The results for the first 15 stores are quite clear: SVMs work better than random forests for all shops. If we take the median of the predictions generated by support vector machines using any settings, we get a more accurate prediction overall than by taking the median of random-forest-based predictions. The improvement is rather substantial.

What is surprising, however, is the fact despite the sometimes far worse accuracy of random forest predictions, taking any kind of mean of all 36 predictions that were generated with the four methods (i.e. the “Mean”, “HarmonicMean” and “Median” figures) actually yields better results than the most accurate SVM-based predictions (which is mostly the SVM3Median value, which is the error of the median prediction generated by SVMs at C=1000). In fact, for the first 15 shops we find that taking the mean of all predictions generated by C=100 and C=1000 SVMs together with the random forests (i.e. the “Median2_4” and “Mean2_4” results) yields the lowest cross-validation error.

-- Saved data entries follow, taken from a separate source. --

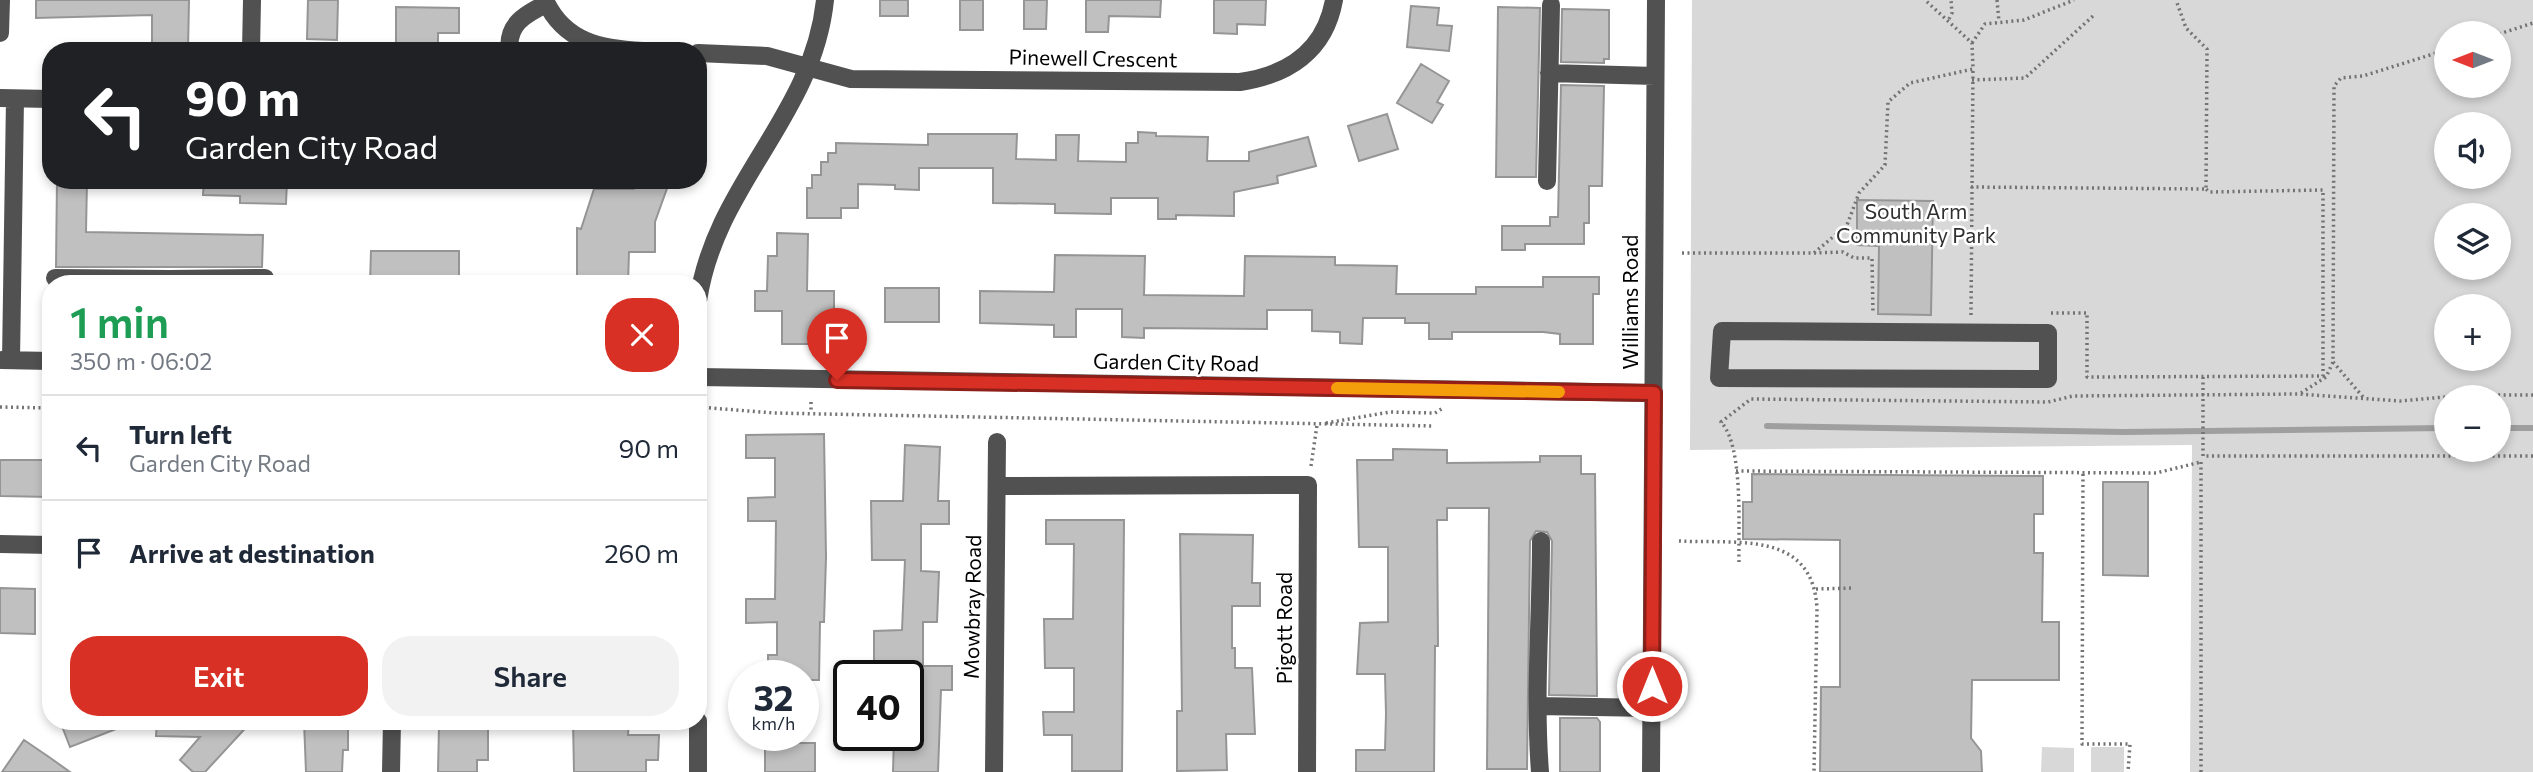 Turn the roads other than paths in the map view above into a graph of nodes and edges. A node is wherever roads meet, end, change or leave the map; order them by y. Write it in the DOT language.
graph roads {
  1 [pos="1,0"];
  2 [pos="252,0"];
  3 [pos="825,0"];
  4 [pos="1334,0"];
  5 [pos="1656,0"];
  6 [pos="545,2"];
  7 [pos="1551,5"];
  8 [pos="0,33"];
  9 [pos="251,42"];
  10 [pos="509,42"];
  11 [pos="576,42"];
  12 [pos="707,53"];
  13 [pos="810,70"];
  14 [pos="1549,73"];
  15 [pos="1655,76"];
  16 [pos="7,98"];
  17 [pos="42,99"];
  18 [pos="1548,181"];
  19 [pos="703,275"];
  20 [pos="5,360"];
  21 [pos="42,361"];
  22 [pos="707,377"];
  23 [pos="1751,379"];
  24 [pos="1654,393"];
  25 [pos="997,442"];
  26 [pos="997,486"];
  27 [pos="1541,541"];
  28 [pos="0,544"];
  29 [pos="42,545"];
  30 [pos="1538,706"];
  31 [pos="1652,708"];
  32 [pos="393,730"];
  33 [pos="698,730"];
  34 [pos="391,772"];
  35 [pos="698,772"];
  36 [pos="994,772"];
  37 [pos="1307,772"];
  38 [pos="1540,772"];
  39 [pos="1651,772"];
  1 -- 8 [label="street"];
  2 -- 9 [label="street"];
  3 -- 13 [label="street"];
  4 -- 13 [label="street, Pinewell Crescent"];
  5 -- 15 [label="street, Williams Road"];
  6 -- 10 [label="street"];
  6 -- 11 [label="street"];
  7 -- 14 [label="street"];
  12 -- 13 [label="street, Pinewell Crescent"];
  13 -- 19 [label="street"];
  14 -- 15 [label="street"];
  14 -- 18 [label="street"];
  15 -- 24 [label="street, Williams Road"];
  16 -- 17 [label="street"];
  16 -- 20 [label="street"];
  20 -- 21 [label="street"];
  22 -- 24 [label="street, Garden City Road"];
  23 -- 23 [label="street"];
  24 -- 31 [label="street, Williams Road"];
  25 -- 26 [label="street, Mowbray Road"];
  26 -- 36 [label="street, Mowbray Road"];
  26 -- 37 [label="street, Pigott Road"];
  27 -- 30 [label="street"];
  28 -- 29 [label="street"];
  30 -- 31 [label="street"];
  30 -- 38 [label="street"];
  31 -- 39 [label="street, Williams Road"];
  32 -- 34 [label="street"];
  33 -- 35 [label="street"];
}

Finally, it is worth noting that always choosing the median of the predictions generated by the model with the lowest RMSE, i.e. the most accurate type of model, is still slightly less accurate than choosing the mean or median of all predictions.

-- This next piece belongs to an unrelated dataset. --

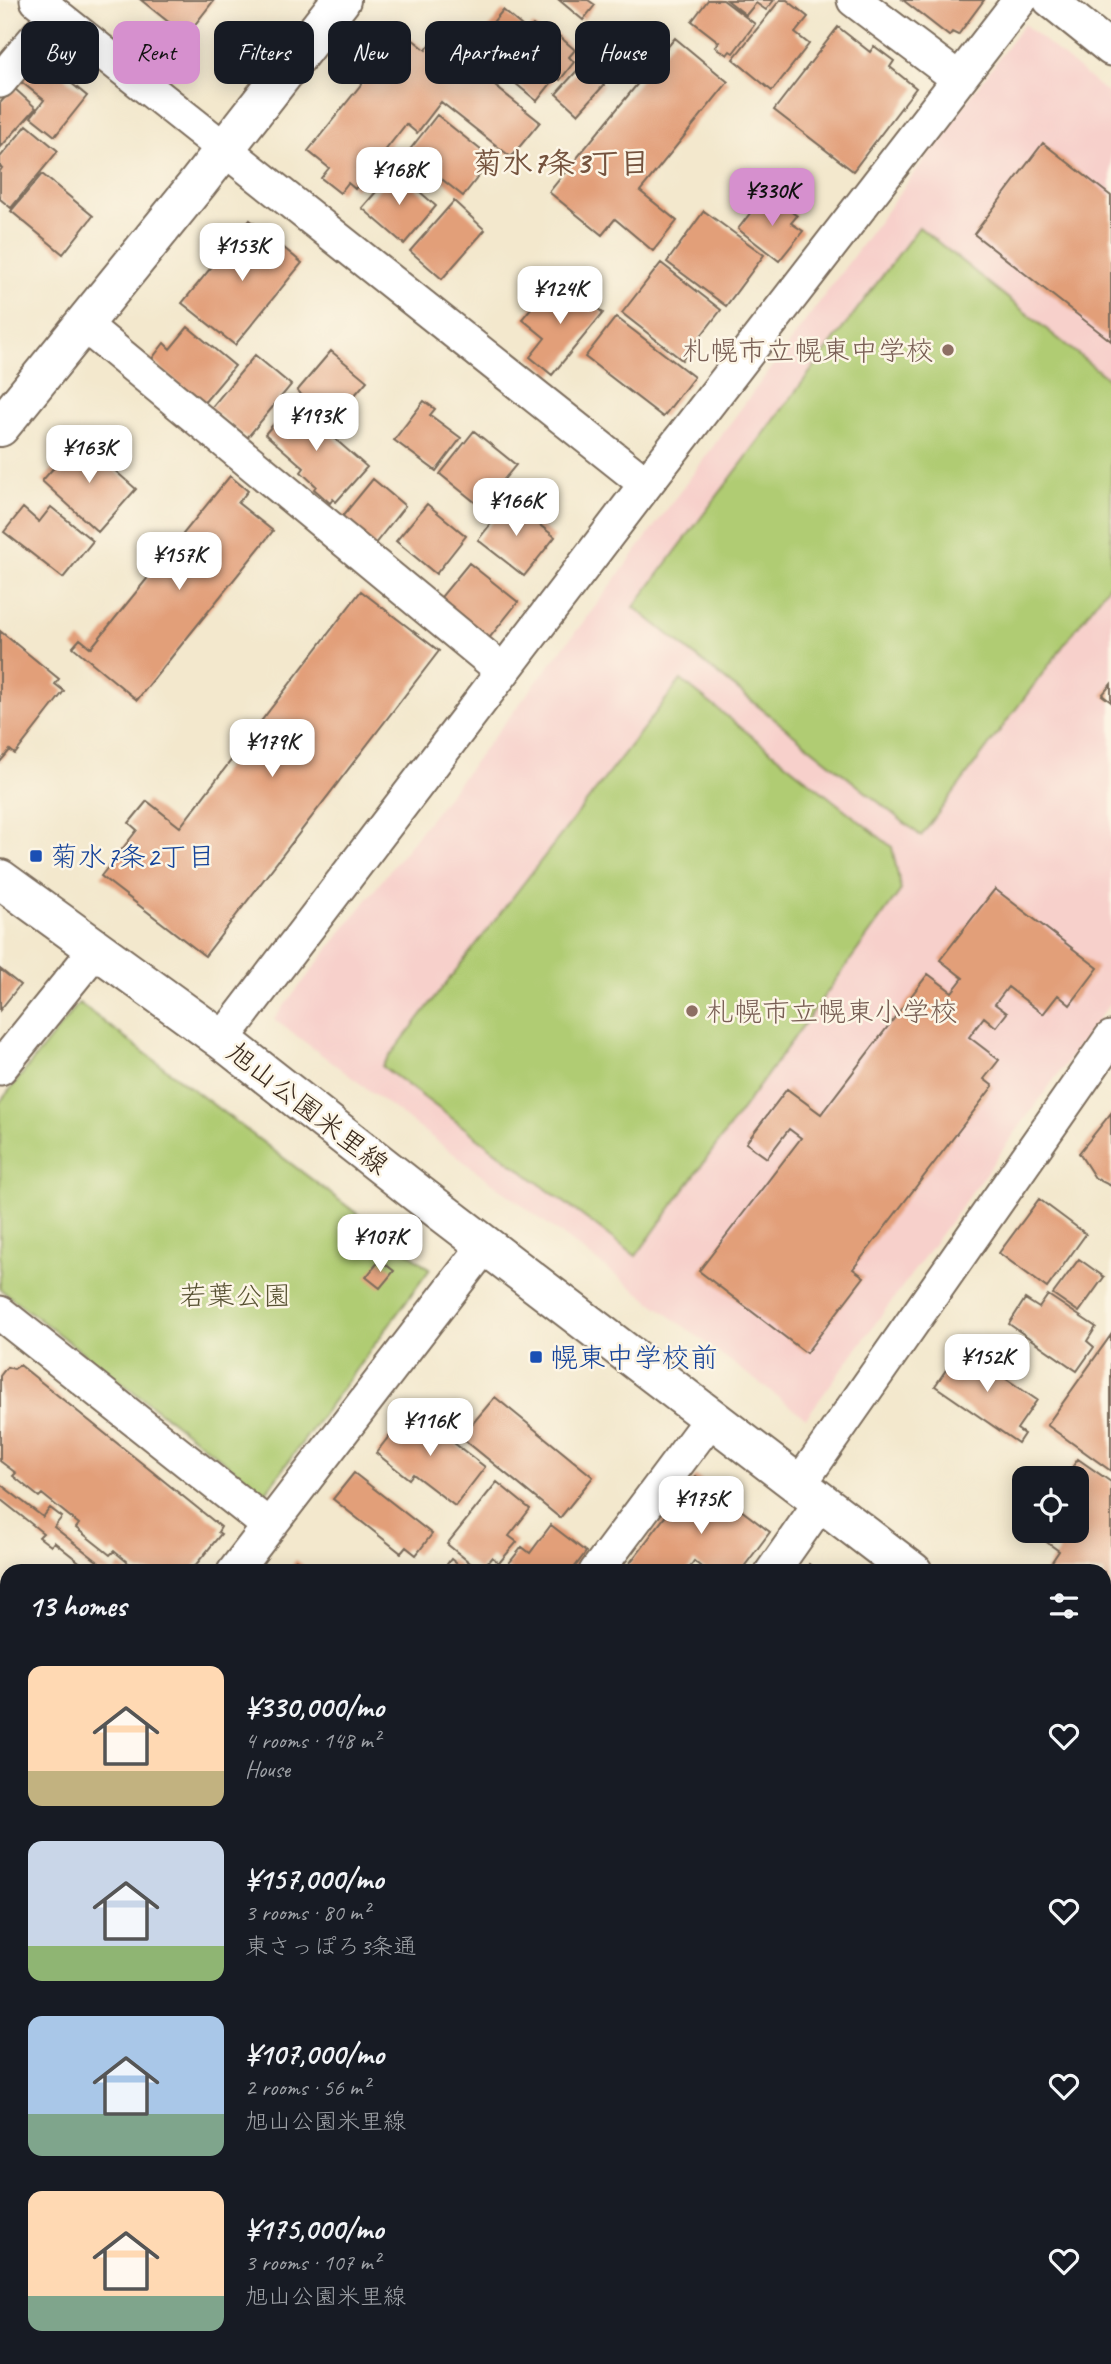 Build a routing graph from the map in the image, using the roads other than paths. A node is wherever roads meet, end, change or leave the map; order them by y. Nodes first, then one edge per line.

The logical next step is to repeat this same process on the whole data set (all stores) to see whether it is possible to confirm this. Fitting this amount of predictions to the training set takes relatively long, 10+ hours for both SVMs and RFs, so I have not run the code inside the R markup but separately, using the lines below. The results confirmed the above findings.

sp <- combineRFForStore(1,9)
for (x in teststores[-1]) {
  sp <- rbind(sp, combineRFForStore(x,9))
}

I conclude from the outcomes of these experiments on subsets of the whole training data that it is consistently very useful to generate predictions using several different models (SVMs using different parameters, with the data transformed by PCA, as well as random forests) and combine them by taking the mean or median of all predictions. This led to results that were clearly superior to generating single predictions using any of the methods, and even to generating several predictions, all using the same method.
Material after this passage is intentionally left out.